George Orwell and Aldous Huxley are two of my favorite reads on the subject/theory of government subjugation of the populace. However, they come from two very different camps. Orwell, as laid out in the classic 1984, imagined a world of mass surveillance through Big Brother. In short, people would behave and subject themselves to total dominance in fear of being "caught" doing something against the rules via monitors in their homes, places of work, public spaces, etc.
Huxley, interestingly enough, had an almost contrary view, and he wrote about it nearly two decades before the publication of 1984 (in 1949). His essay on pharmaceuticals is informative and for me, a better read than his classic A Brave New World, where drugs play the major role in controlling the populace. And in very real contrast to Orwell's vision, Huxley opines that the population will choose drugs and mass distraction willingly. No overt government coercion necessary.

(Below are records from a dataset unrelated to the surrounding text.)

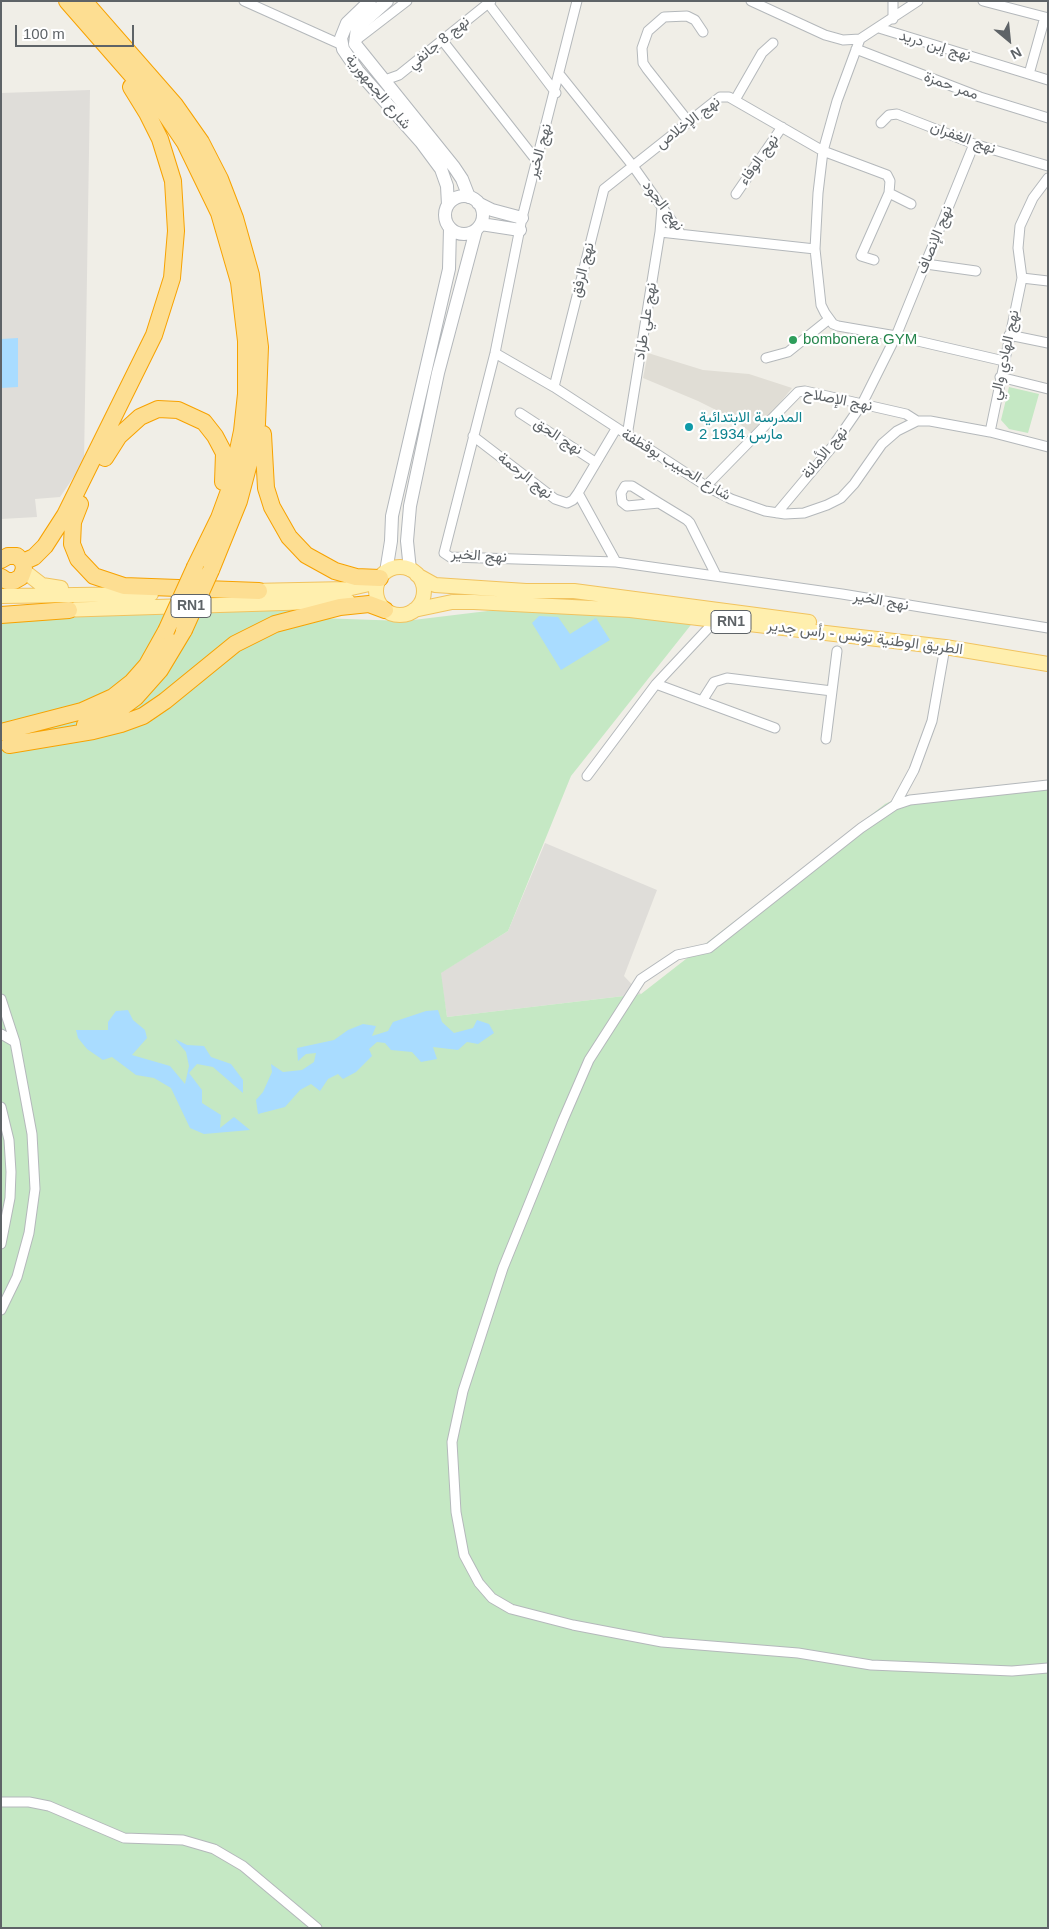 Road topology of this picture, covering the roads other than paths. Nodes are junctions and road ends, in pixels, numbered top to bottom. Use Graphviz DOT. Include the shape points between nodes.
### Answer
graph roads {
  1 [pos="67,1"];
  2 [pos="84,1"];
  3 [pos="244,1"];
  4 [pos="370,1"];
  5 [pos="387,1"];
  6 [pos="407,1"];
  7 [pos="577,1"];
  8 [pos="751,1"];
  9 [pos="893,1"];
  10 [pos="918,1"];
  11 [pos="983,1"];
  12 [pos="489,2"];
  13 [pos="1046,17"];
  14 [pos="894,19"];
  15 [pos="879,28"];
  16 [pos="703,32"];
  17 [pos="860,39"];
  18 [pos="442,40"];
  19 [pos="348,43"];
  20 [pos="773,43"];
  21 [pos="112,47"];
  22 [pos="856,49"];
  23 [pos="1029,74"];
  24 [pos="560,75"];
  25 [pos="385,80"];
  26 [pos="1048,80"];
  27 [pos="556,93"];
  28 [pos="735,100"];
  29 [pos="1048,118"];
  30 [pos="688,121"];
  31 [pos="881,123"];
  32 [pos="782,127"];
  33 [pos="974,144"];
  34 [pos="824,151"];
  35 [pos="536,160"];
  36 [pos="633,166"];
  37 [pos="1048,166"];
  38 [pos="1048,178"];
  39 [pos="890,193"];
  40 [pos="736,194"];
  41 [pos="474,200"];
  42 [pos="911,204"];
  43 [pos="448,205"];
  44 [pos="662,206"];
  45 [pos="521,224"];
  46 [pos="478,227"];
  47 [pos="450,228"];
  48 [pos="660,232"];
  49 [pos="681,234"];
  50 [pos="815,249"];
  51 [pos="874,260"];
  52 [pos="926,264"];
  53 [pos="976,271"];
  54 [pos="1022,278"];
  55 [pos="1048,281"];
  56 [pos="828,320"];
  57 [pos="1009,335"];
  58 [pos="896,336"];
  59 [pos="1048,343"];
  60 [pos="495,353"];
  61 [pos="766,358"];
  62 [pos="1004,361"];
  63 [pos="260,364"];
  64 [pos="1000,377"];
  65 [pos="554,387"];
  66 [pos="1048,389"];
  67 [pos="862,404"];
  68 [pos="520,413"];
  69 [pos="917,421"];
  70 [pos="616,429"];
  71 [pos="990,432"];
  72 [pos="474,436"];
  73 [pos="627,436"];
  74 [pos="1048,447"];
  75 [pos="595,462"];
  76 [pos="706,486"];
  77 [pos="578,493"];
  78 [pos="660,503"];
  79 [pos="777,513"];
  80 [pos="208,541"];
  81 [pos="1,560"];
  82 [pos="616,562"];
  83 [pos="23,566"];
  84 [pos="203,568"];
  85 [pos="414,572"];
  86 [pos="716,575"];
  87 [pos="1,577"];
  88 [pos="382,577"];
  89 [pos="259,591"];
  90 [pos="78,594"];
  91 [pos="1,596"];
  92 [pos="382,607"];
  93 [pos="69,610"];
  94 [pos="414,610"];
  95 [pos="1,613"];
  96 [pos="715,620"];
  97 [pos="1048,628"];
  98 [pos="166,631"];
  99 [pos="945,647"];
  100 [pos="837,651"];
  101 [pos="1048,654"];
  102 [pos="1048,664"];
  103 [pos="656,684"];
  104 [pos="832,691"];
  105 [pos="702,700"];
  106 [pos="1,726"];
  107 [pos="775,728"];
  108 [pos="826,739"];
  109 [pos="4,741"];
  110 [pos="587,776"];
  111 [pos="1048,785"];
  112 [pos="895,805"];
  113 [pos="1,999"];
  114 [pos="1,1034"];
  115 [pos="15,1042"];
  116 [pos="1,1107"];
  117 [pos="1,1244"];
  118 [pos="1,1310"];
  119 [pos="1048,1668"];
  120 [pos="1,1802"];
  121 [pos="317,1928"];
  1 -- 21 [label="highway"];
  2 -- 21 [label="highway"];
  3 -- 19 [label="street"];
  4 -- 19 [label="street, شارع الجمهورية" via="342,32"];
  5 -- 19 [label="street" via="357,28"];
  6 -- 19 [label="street"];
  7 -- 24 [label="street, نهج الخير"];
  8 -- 17 [label="street" via="825,35"];
  9 -- 14 [label="street"];
  10 -- 14 [label="street"];
  11 -- 13 [label="street"];
  12 -- 18 [label="street, نهج 8 جانفي"];
  12 -- 27 [label="street"];
  13 -- 23 [label="street"];
  14 -- 15 [label="street"];
  15 -- 17 [label="street"];
  15 -- 23 [label="street, نهج إبن دريد"];
  16 -- 30 [label="street" via="698,23 687,16 664,17 648,31 642,48 643,63"];
  17 -- 22 [label="street"];
  18 -- 25 [label="street, نهج 8 جانفي" via="399,75"];
  18 -- 35 [label="street"];
  19 -- 25 [label="street"];
  19 -- 43 [label="street, شارع الجمهورية" via="347,56 445,176"];
  20 -- 28 [label="street" via="762,53"];
  21 -- 63 [label="highway" via="180,111 220,179 251,275"];
  21 -- 80 [label="highway" via="164,112 194,158 225,230 239,282 246,341 242,432 230,488"];
  21 -- 83 [label="highway" via="147,113 169,166 176,222 172,278 154,335 65,515 45,546"];
  22 -- 29 [label="street, ممر حمزة" via="980,97"];
  22 -- 34 [label="street" via="837,101"];
  23 -- 26 [label="street, نهج إبن دريد"];
  24 -- 27 [label="street, نهج الخير"];
  24 -- 36 [label="street, نهج الجود"];
  25 -- 41 [label="street" via="454,167"];
  27 -- 35 [label="street, نهج الخير"];
  28 -- 30 [label="street, نهج الإخلاص" via="720,96"];
  28 -- 32 [label="street, نهج الإخلاص"];
  30 -- 36 [label="street, نهج الإخلاص"];
  31 -- 33 [label="street, نهج الغفران" via="889,115 896,114"];
  32 -- 34 [label="street, نهج الإخلاص"];
  32 -- 40 [label="street, نهج الوفاء"];
  33 -- 37 [label="street, نهج الغفران"];
  33 -- 52 [label="street, نهج الإنصاف"];
  34 -- 39 [label="street, نهج الإخلاص" via="885,174 890,181"];
  34 -- 50 [label="street"];
  35 -- 45 [label="street, نهج الخير"];
  36 -- 44 [label="street, نهج الجود"];
  36 -- 65 [label="street, نهج الرفق" via="603,192"];
  38 -- 54 [label="street" via="1033,198 1020,226 1018,248"];
  39 -- 42 [label="street"];
  39 -- 51 [label="street" via="861,256"];
  41 -- 43 [label="street" via="455,198"];
  41 -- 45 [label="street"];
  41 -- 46 [label="street" via="483,213"];
  43 -- 47 [label="street" via="445,220"];
  44 -- 48 [label="street, نهج علي طراد"];
  44 -- 49 [label="street, نهج الجود"];
  45 -- 46 [label="street"];
  45 -- 60 [label="street, نهج الخير"];
  46 -- 47 [label="street" via="463,234"];
  46 -- 85 [label="street" via="438,373 410,506 406,541"];
  47 -- 88 [label="street" via="449,269 392,516 391,541"];
  48 -- 49 [label="street"];
  48 -- 73 [label="street, نهج علي طراد"];
  49 -- 50 [label="street, نهج الجود"];
  50 -- 56 [label="street" via="822,305"];
  52 -- 53 [label="street"];
  52 -- 58 [label="street, نهج الإنصاف"];
  54 -- 55 [label="street"];
  54 -- 57 [label="street, نهج الهادي والي"];
  56 -- 58 [label="street" via="843,327"];
  56 -- 61 [label="street" via="788,352"];
  57 -- 59 [label="street"];
  57 -- 62 [label="street, نهج الهادي والي"];
  58 -- 62 [label="street"];
  58 -- 67 [label="street, نهج الأمانة"];
  60 -- 65 [label="street, شارع الحبيب بوقطفة"];
  60 -- 72 [label="street, نهج الخير"];
  62 -- 64 [label="street, نهج الهادي والي"];
  63 -- 84 [label="highway" via="257,424 248,472 232,521"];
  63 -- 88 [label="highway" via="265,479 279,523 301,550 321,564 350,576"];
  64 -- 66 [label="street"];
  64 -- 71 [label="street, نهج الهادي والي"];
  65 -- 70 [label="street, شارع الحبيب بوقطفة"];
  67 -- 69 [label="street, نهج الإصلاح" via="906,414"];
  67 -- 76 [label="street, نهج الإصلاح" via="798,392"];
  67 -- 79 [label="street, نهج الأمانة" via="833,446"];
  68 -- 75 [label="street, نهج الحق"];
  69 -- 71 [label="street"];
  69 -- 79 [label="street, شارع الحبيب بوقطفة" via="897,431 882,444 841,498 804,513"];
  70 -- 73 [label="street, شارع الحبيب بوقطفة"];
  70 -- 75 [label="street"];
  71 -- 74 [label="street"];
  72 -- 77 [label="street, نهج الرحمة" via="555,499 567,502"];
  72 -- 82 [label="street, نهج الخير" via="445,546 446,555"];
  73 -- 76 [label="street, شارع الحبيب بوقطفة"];
  75 -- 77 [label="street"];
  76 -- 79 [label="street, شارع الحبيب بوقطفة" via="744,504"];
  77 -- 82 [label="street"];
  78 -- 86 [label="street" via="693,526"];
  80 -- 84 [label="highway"];
  80 -- 89 [label="highway" via="224,478 221,445 196,416 169,409 150,412 130,424 119,436 83,496 72,534 78,559 94,576 112,584"];
  81 -- 83 [label="highway" via="10,555 18,558"];
  82 -- 86 [label="street, نهج الخير"];
  83 -- 87 [label="highway" via="21,577 14,581"];
  83 -- 90 [label="main road" via="42,584"];
  84 -- 98 [label="highway, bridge"];
  84 -- 109 [label="highway, bridge" via="184,630 160,670 126,705 78,727"];
  85 -- 88 [label="main road, RN1" via="401,568"];
  85 -- 94 [label="main road" via="424,590"];
  85 -- 101 [label="main road, الطريق الوطنية تونس - رأس جدير / RN1" via="435,584 634,597"];
  86 -- 97 [label="street, نهج الخير"];
  88 -- 89 [label="main road, RN1" via="347,589"];
  88 -- 92 [label="main road" via="376,593"];
  89 -- 90 [label="main road, RN1"];
  90 -- 91 [label="main road, RN1"];
  92 -- 93 [label="main road, RN1" via="368,600"];
  92 -- 94 [label="main road, RN1" via="400,615"];
  92 -- 109 [label="highway" via="369,604 340,607 275,624 235,644 143,716 121,724 93,731"];
  93 -- 95 [label="highway"];
  94 -- 96 [label="main road, الطريق الوطنية تونس - رأس جدير / RN1" via="452,602 482,602 630,610"];
  96 -- 99 [label="main road, الطريق الوطنية تونس - رأس جدير / RN1"];
  96 -- 103 [label="street"];
  98 -- 106 [label="highway" via="129,675 109,692 82,704"];
  98 -- 109 [label="highway" via="147,665 113,697"];
  99 -- 102 [label="main road, الطريق الوطنية تونس - رأس جدير / RN1"];
  99 -- 112 [label="street" via="932,721 914,770"];
  100 -- 104 [label="street"];
  103 -- 105 [label="street"];
  103 -- 110 [label="street"];
  104 -- 105 [label="street" via="727,678 714,682"];
  104 -- 108 [label="street"];
  105 -- 107 [label="street"];
  111 -- 112 [label="street" via="910,800"];
  112 -- 119 [label="street" via="709,948 677,955 641,979 618,1012 585,1069 500,1277 464,1391 452,1442 456,1512 464,1555 479,1583 492,1598 512,1609 573,1625 662,1642 798,1653 871,1666 1012,1671"];
  113 -- 115 [label="street"];
  114 -- 115 [label="street"];
  115 -- 118 [label="street" via="32,1134 35,1188 29,1233 17,1277"];
  116 -- 117 [label="street" via="9,1140 11,1172 10,1198"];
  120 -- 121 [label="street" via="49,1806 124,1838 183,1840 214,1850 243,1866"];
}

One could argue, quite easily, that both authors have turned out to be more prophetic than storytellers. One only has to recall the revelations of Edward Snowden to come to terms with the mass surveillance programs around the world, specifically through PRISM and the Five Eyes alliance. On the same note and same time, Huxley is also correct. The population at large has been plied with over-the-counter drugs, prescription medications, and illegal drugs for decades. The concept of mass distraction certainly comes into play when considering the Internet and ubiquitous digital technologies like our smartphones. One could argue that we've willingly and most enthusiastically have given ourselves over to various "little masters" in various guises.
"Something For Everyone" is inspired by Huxley's vision. Whether it be drugs, guns, religion, or what-have you, there is certainly something for everyone out there to embrace, enjoy, become addicted to, and enslaved to. Even if one doesn't fully subscribe to the idea that these things are ultimate masters, they are obvious time-sinks, and arguably objects and ideas of distraction which consume our time and our minds: the rest of the world be damned.
"There will be, in the next generation or so, a pharmacological method of making people love their servitude, and producing dictatorship without tears, so to speak, producing a kind of painless concentration camp for entire societies, so that people will in fact have their liberties taken away from them, but will rather enjoy it."